I've got my copy of the first Kickstarter material (Requiem, Monsternomicon, and the new Witchfire adventure) and I've read through the backer pdf of the second Kickstarter material (Borderlands and Beyond)
I haven't playtested any of it, and I'm not too familiar with the old 3e game material, though I do have a reasonable level of setting knowledge. The original 3e line kinda built a RPG setting from scratch which later inspired a tabletop miniatures game. The 5e material is going the other way, taking the tabletop game setting as its base and building an RPG on top of that lore.
Requiem covers the Warmachine tabletop game material, while Borderlands and Beyond is more concerned with the Hordes material.
The background and setting is covered in a pretty comprehensive manner without getting too deep into the weeds and minutae. Playable as is with no real need to hunt up extra background (which can be legendarily difficult considering how Privateer scatters their lore across dozens of supplements and (often-unfinished) fiction pieces which never get second print runs). The RPG line is set after the recent big upheaval in the setting, the return of the Infernals, and a significant proportion of the population jumping through a art deco clockpunk stargate to go into space in order to kick off a rather meh and uninspiring sci-fi miniatures game. However, more recent PP material from the miniatures game has talked about the return of the Orgoth and their new invasion of Khador etc. This stuff is not yet in the RPG, and has rendered a bunch of the first setting book 'canonically' obsolete, for whatever that's worth to you.

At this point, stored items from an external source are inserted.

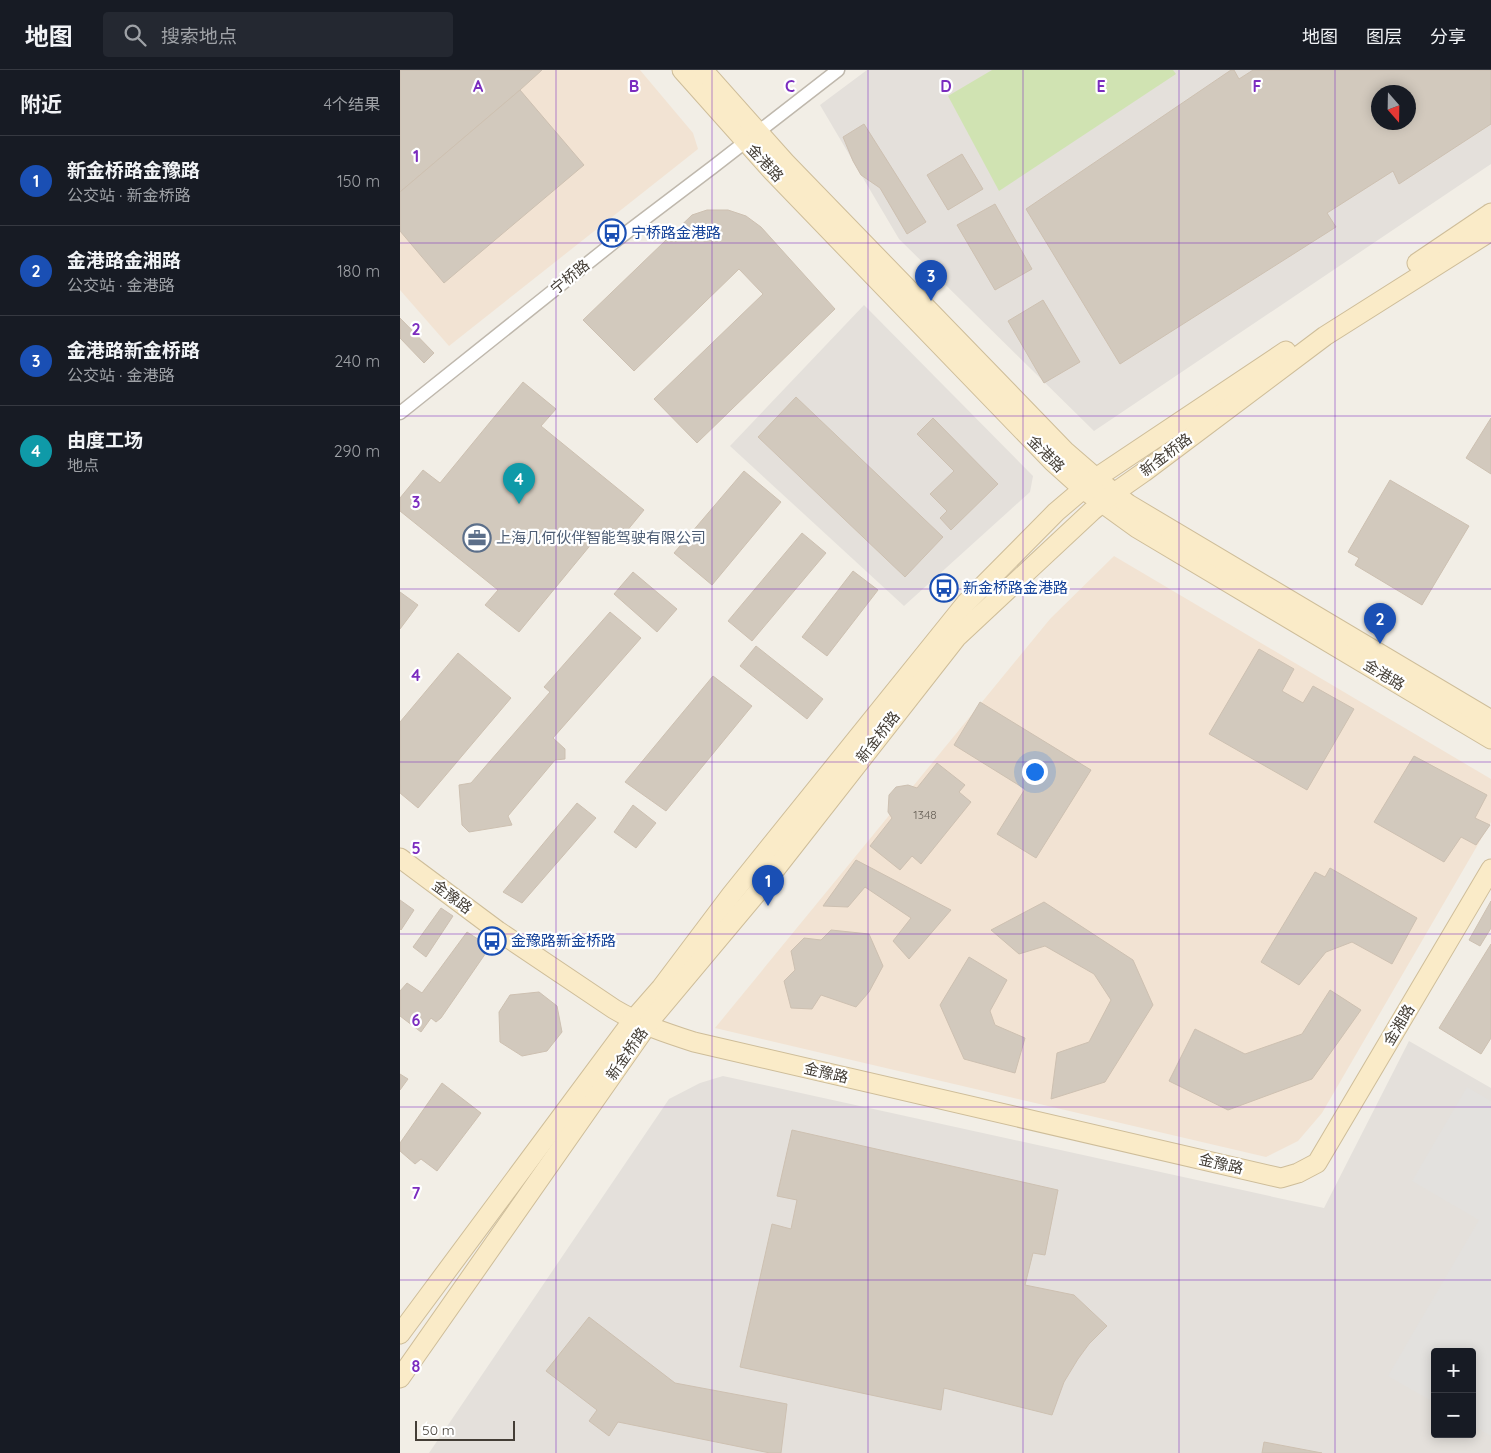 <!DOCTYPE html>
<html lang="zh">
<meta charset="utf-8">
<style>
body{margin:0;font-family:Quicksand,"Noto Sans SC",sans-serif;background:#242831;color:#f1f3f6}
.controls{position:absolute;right:15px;bottom:15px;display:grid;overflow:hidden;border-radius:5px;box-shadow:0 2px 12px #0003}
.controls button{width:45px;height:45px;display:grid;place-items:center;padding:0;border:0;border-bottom:1px solid #363941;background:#171b24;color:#f1f3f6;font:25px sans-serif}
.compass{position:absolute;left:971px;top:15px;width:45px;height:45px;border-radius:50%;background:#171b24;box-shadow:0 2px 12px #0003;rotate:160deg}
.scale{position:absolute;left:15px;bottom:12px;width:100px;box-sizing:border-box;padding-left:5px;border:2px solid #443e36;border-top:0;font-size:14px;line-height:18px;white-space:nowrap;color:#443e36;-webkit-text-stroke:4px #fff;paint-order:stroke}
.you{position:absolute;left:634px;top:701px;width:18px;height:18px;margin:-12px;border:4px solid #fff;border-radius:50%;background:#1a73e8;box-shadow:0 0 0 8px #1a73e833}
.badge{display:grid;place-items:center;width:32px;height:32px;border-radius:50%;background:#e93826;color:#fff;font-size:16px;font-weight:700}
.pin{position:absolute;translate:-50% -41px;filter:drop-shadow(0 1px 2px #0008)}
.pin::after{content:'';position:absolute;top:26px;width:18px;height:15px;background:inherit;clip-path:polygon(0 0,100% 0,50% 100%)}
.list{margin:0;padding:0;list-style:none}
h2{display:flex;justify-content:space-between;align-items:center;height:65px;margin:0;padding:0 20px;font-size:21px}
h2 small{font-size:16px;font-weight:400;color:#9ea1a6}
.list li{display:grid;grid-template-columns:32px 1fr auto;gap:15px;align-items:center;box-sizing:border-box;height:90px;padding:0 20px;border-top:1px solid #363941}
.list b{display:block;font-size:19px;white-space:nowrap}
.list p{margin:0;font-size:16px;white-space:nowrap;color:#9ea1a6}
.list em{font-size:16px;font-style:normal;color:#9ea1a6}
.icon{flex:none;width:28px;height:28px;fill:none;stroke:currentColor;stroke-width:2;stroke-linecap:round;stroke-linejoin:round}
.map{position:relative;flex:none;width:1091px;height:1383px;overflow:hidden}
header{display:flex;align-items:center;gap:30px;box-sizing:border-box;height:70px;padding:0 25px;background:#171b24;border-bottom:1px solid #363941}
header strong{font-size:24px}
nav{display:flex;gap:28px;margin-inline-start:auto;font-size:18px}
.search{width:350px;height:45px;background:#242831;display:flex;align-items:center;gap:12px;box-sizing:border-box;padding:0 18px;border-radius:5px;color:#9ea1a6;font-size:19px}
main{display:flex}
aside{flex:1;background:#171b24}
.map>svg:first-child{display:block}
.commercial{fill:#f2e3d3}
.industrial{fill:#e4e0db;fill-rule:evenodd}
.green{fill:#d0e3b2}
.parking{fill:#e3e1de}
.building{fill:#d2c9bd;stroke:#cdc0b1;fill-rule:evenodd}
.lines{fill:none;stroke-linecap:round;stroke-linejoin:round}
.street-casing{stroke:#bfb8ad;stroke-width:15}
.secondary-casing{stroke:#cebd99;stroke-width:21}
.street{stroke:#fff;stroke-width:12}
.secondary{stroke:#faebc8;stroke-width:19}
.grid{fill:none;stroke:#7b2cbf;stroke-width:1;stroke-opacity:0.55}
.labels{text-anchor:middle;stroke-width:4.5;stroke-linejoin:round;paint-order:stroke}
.number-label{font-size:12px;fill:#686158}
.street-label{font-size:15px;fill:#443e36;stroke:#fff}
.transit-label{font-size:15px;fill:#164399;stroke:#fff;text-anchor:start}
.service-label{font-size:15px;fill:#4e5e75;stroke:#fff;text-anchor:start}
.grid-label{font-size:16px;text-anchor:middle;font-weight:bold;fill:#7b2cbf;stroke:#fff;stroke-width:4.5;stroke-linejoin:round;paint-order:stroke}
</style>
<header>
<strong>地图</strong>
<div class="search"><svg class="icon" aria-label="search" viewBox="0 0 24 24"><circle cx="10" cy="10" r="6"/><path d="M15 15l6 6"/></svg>搜索地点</div>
<nav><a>地图</a><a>图层</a><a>分享</a></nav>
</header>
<main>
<aside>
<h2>附近<small>4个结果</small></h2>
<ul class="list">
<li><span class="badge" style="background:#1a4fb4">1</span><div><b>新金桥路金豫路</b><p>公交站 · 新金桥路</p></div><em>150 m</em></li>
<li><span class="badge" style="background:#1a4fb4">2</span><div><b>金港路金湘路</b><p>公交站 · 金港路</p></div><em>180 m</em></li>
<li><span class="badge" style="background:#1a4fb4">3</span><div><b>金港路新金桥路</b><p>公交站 · 金港路</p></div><em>240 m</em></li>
<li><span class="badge" style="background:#0f9aa8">4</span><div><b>由度工场</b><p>地点</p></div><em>290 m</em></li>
</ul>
</aside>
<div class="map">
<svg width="1091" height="1383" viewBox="0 0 1091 1383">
<rect width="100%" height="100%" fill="#f2eee6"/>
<g class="commercial">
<path d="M0,0H240L293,63L298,79L49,276L0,220Z"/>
<path d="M714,486L1091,709V752L922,1043L898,1071L866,1087L315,958L650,549Z"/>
</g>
<g class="industrial">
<path d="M467,0H1091V94L694,361L499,169L420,35ZM978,22H1008V52H978Z"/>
<path d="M464,235L633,406L630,422L504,536L330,376Z"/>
<path d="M1009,971L1091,1018V1383H29L269,1029L300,1013L323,1006L924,1138ZM1035,1282H1072V1364H1035Z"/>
</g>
<path class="green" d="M592,0H773L776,4L599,121L548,26Z"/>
<path class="parking" d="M1067,1017L1091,1031V1366L1072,1355V1282H1035V1333L988,1306L1079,1150L1012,1111Z"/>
<g class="building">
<path d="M0,0H142L120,20L0,122Z"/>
<path d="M831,0H834L839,9L853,0H1091V54L999,114L993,101L927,143L936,157L720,294L626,139ZM978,22H1008V52H978Z"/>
<path d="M120,20L184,95L44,213L0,161V122Z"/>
<path d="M464,54L526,152L507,164L480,118L461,105L453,91L443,67Z"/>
<path d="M562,84L583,119L548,140L527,105Z"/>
<path d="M595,134L632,199L595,220L557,155Z"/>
<path d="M307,140H328L346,146L361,157L435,239L297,373L254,329L363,224L339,199L234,301L183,250L292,145Z"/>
<path d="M643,230L680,292L644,313L608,251Z"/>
<path d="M0,248L34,283L24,293L0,268Z"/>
<path d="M123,312L156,339L141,356L244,440L217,473L202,461L119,562L85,535L98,520L0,441V428L23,400L40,413Z"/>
<path d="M396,327L543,467L505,507L358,367Z"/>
<path d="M533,348L598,414L551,460L540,448L547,441L530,424L554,401L517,364Z"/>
<path d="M1091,348V404L1066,388Z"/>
<path d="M344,401L381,432L312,515L274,483Z"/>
<path d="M990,410L1069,456L1022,535L955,495L959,488L948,482Z"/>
<path d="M402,463L426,483L352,571L328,551Z"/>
<path d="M453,501L478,520L427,586L402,567Z"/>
<path d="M233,502L277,539L257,562L214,524Z"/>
<path d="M0,522L18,535L0,559Z"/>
<path d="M210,542L241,568L153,668L165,679V689L155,690L108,746L112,755L69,762L62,755L59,715L71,713L150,622L144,617Z"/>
<path d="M356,576L423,629L407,649L340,596Z"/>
<path d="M859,579L894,599L882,621L903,633L913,616L954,639L907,720L809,664Z"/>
<path d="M58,583L111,628L18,738L0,723V652Z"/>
<path d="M313,606L352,636L266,741L225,712Z"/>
<path d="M580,632L691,700L636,788L597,764L625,719L554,675Z"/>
<path d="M1014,686L1087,725L1075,748L1090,755L1076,775L1061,767L1044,792L974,752Z"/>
<path d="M537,693L565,715L559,722L571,732L521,794L512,786L500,800L470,776L492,748L488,742L489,725L496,717L508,715L517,718Z"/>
<path d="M177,733L196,748L122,833L103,822Z"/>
<path d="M233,735L256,753L236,778L214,762Z"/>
<path d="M456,790L551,840L509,889L493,871L511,848L465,817L448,837L423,836Z"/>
<path d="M930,798L1017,848L992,894L952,872L926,882L899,915L861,892L915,802L925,807Z"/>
<path d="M0,830L14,840L1,860L0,859Z"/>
<path d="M1091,831V858L1080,876L1069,870Z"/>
<path d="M644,832L733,890L753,935L705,1012L651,1029L657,983L689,972L711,930L694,904L645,876L619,884L591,860Z"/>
<path d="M41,838L53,846L26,887L13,877Z"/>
<path d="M431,860L469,864L483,896L469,922L456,937L421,925L412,939L391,938L384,911L395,900L391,881L404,868L421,870Z"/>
<path d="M67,862L90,877L41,948L36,952L31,948L21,962L0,946V921L7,913L22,923Z"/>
<path d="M1091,874V968L1081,984L1039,958Z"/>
<path d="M569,887L607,910L590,941L595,955L625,968L615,1003L564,989L540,935Z"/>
<path d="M930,920L961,940L912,1009L828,1040L769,1011L795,959L845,984L902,964Z"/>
<path d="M139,922L157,936L162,962L147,981L122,986L100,972L99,942L110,925Z"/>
<path d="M0,1004L8,1009L0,1020Z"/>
<path d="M42,1013L81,1043L37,1101L21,1089L15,1094L0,1081V1073Z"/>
<path d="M392,1060L658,1120L645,1185L633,1183L625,1215L674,1225L707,1256L689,1274L678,1289L664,1312L652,1345L544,1318L541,1340L340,1297L372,1154L391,1159L397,1130L377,1126Z"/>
<path d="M189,1247L275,1313L387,1334L381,1383H370L218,1352L209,1366L189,1351L197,1340L146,1301Z"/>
<path d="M864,1372L922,1383H862Z"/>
</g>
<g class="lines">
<g class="street-casing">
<path id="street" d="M0,343L218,169L313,97L438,0"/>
</g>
<g class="secondary-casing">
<g id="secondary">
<path d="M282,0L373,102L653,392L683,419L737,458L1091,669"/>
<path d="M303,0L385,92L666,382L696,408L728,434L1091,650"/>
<path d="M1017,193L1091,143"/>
<path d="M0,788L98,861L214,939C239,954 266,963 294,972L881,1108L898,1103L917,1093L1091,799"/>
<path d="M0,1264L233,950L261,918L331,825L566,533L656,442L696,408L886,281"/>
<path d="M0,1308L253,947L356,824L557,567L692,441L714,423L744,402L925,266L1091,161"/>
</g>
</g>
<use href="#street" class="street"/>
<use href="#secondary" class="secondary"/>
</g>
<path class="grid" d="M156,0V1383M312,0V1383M468,0V1383M623,0V1383M779,0V1383M935,0V1383M0,173H1091M0,346H1091M0,519H1091M0,692H1091M0,864H1091M0,1037H1091M0,1210H1091"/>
<defs>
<g id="bus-ring" transform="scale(1.4375)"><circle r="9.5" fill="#fff" stroke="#1a4fb4" stroke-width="1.5"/><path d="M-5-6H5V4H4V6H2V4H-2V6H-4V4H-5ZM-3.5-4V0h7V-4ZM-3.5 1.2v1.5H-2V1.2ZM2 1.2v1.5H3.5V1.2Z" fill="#1a4fb4"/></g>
<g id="office-ring" transform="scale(1.4375)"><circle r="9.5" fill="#fff" stroke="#5c6f8a" stroke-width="1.5"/><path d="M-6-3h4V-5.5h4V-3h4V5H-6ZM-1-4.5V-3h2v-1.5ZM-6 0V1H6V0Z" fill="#5c6f8a"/></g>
</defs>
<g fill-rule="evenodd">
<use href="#bus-ring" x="212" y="163"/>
<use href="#office-ring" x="77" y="468"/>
<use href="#bus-ring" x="544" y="518"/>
<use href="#bus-ring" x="92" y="871"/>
</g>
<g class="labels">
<g class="number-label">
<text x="525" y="749">1348</text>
</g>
<g class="street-label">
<text transform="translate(365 93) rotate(47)" y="5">金港路</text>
<text transform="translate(170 207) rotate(-39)" y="5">宁桥路</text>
<text transform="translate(646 384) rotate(45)" y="5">金港路</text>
<text transform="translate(766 385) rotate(-37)" y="5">新金桥路</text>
<text transform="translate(984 605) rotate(31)" y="5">金港路</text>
<text transform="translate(478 667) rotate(-52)" y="5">新金桥路</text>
<text transform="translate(52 827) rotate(37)" y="5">金豫路</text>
<text transform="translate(999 955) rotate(-59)" y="5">金湘路</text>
<text transform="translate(227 984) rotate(-55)" y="5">新金桥路</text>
<text transform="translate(426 1003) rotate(13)" y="5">金豫路</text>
<text transform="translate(821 1094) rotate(13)" y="5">金豫路</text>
</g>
<g class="transit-label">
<text x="231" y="168">宁桥路金港路</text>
<text x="563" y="523">新金桥路金港路</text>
<text x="111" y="876">金豫路新金桥路</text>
</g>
<g class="service-label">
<text x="96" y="473">上海几何伙伴智能驾驶有限公司</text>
</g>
</g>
<g class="grid-label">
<text x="78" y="22">A</text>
<text x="234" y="22">B</text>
<text x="390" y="22">C</text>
<text x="546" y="22">D</text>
<text x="701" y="22">E</text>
<text x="857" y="22">F</text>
<text x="16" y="92">1</text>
<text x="16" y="265">2</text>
<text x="16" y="438">3</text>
<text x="16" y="611">4</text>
<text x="16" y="784">5</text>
<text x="16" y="956">6</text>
<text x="16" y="1129">7</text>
<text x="16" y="1302">8</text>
</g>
</svg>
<div class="controls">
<button>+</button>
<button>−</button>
</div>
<svg class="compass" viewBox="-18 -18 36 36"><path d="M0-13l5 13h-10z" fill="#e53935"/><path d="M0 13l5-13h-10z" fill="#9ea1a6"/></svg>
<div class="scale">50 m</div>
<div class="you"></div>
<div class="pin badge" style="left:368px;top:836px;background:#1a4fb4">1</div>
<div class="pin badge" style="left:980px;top:574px;background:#1a4fb4">2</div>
<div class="pin badge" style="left:531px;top:231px;background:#1a4fb4">3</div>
<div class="pin badge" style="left:119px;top:434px;background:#0f9aa8">4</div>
</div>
</main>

There are some significant lore gaps due to the way that the world has been divided into ~9 monthly book releases, and this is occasionally annoying. All throughout Requiem, for instance, we're told how something mysterious and terrible is happening in the elven land of Ios, but we are never told what it is despite Iosian elves being a playable race in Requiem. The Borderlands and Beyond release (still not commerically available) covers what's going on, but it's distinctly odd to have it divided between books like this. Similarly, there's big holes in the coverage of the Legion of Everblight, Skorne is basically not mentioned at all, there's very little coverage of Cyriss except in the history, and there's no playable gatormen despite the area they live sitting in between a whole bunch of regions/races who are covered. I expect this stuff to be detailed in later books, but it leaves big gaps in the line as is (although some is slowly being released as for-pay pdf-only enhancements). Still, you have the basics of the core Iron Kingdoms/Warmachine firmly covered, even if they've only scraped the surface of Hordes. They have announced an upcoming kickstarter focused on Cryx, which'll probably go live once the Borderlands and Beyond hardcopies escape from shipping hell (they've said they always want to have the previous kickstarter delivered before starting the next one).
As I said, I haven't tested the game mechanics, so can't comment on them too much (especially the more complex and iconic classes like Warcasters and Warlocks, the warjack customisation rules, or the heavy emphasis on guns). As others have said, there's an optional system for racial ability score bonuses that attempts to break the shackle between race and optimal class. There are some obvious balance issues - ogrun are waaaay overpowered as melee combatants due to their ability to wield a 2-handed weapon in a single hand. Other people have noted a major class-breaking exploit with Warlocks, but i'm not sure if that's been fixed in the final product after feedback. Some of the subclasses etc are interesting, some are clearly placeholders (invented in a spirit of 'we need a fighter subclass for this book, quick, think something up!' rather than 'oh yeah, [archetype X] is something we really need to cover due to its importance to the setting'). It falls a bit prey to the classic 3pp issue of inventing new core classes when they're probably not strictly necessary - gunslinger could easily be a fighter subclass, for instance. Overall, I suspect that mechanically, player options from this book would probably trend a bit (not overwhelmingly) more powerful, and probably somewhat less well playtested. If you're GMing, I'd be prepared to veto or house rule, especially if you allow non-core 5e material too. There are notes about how 'conventional' D&D classes etc fit in the setting - sometimes the answer is 'not well' but it's your game.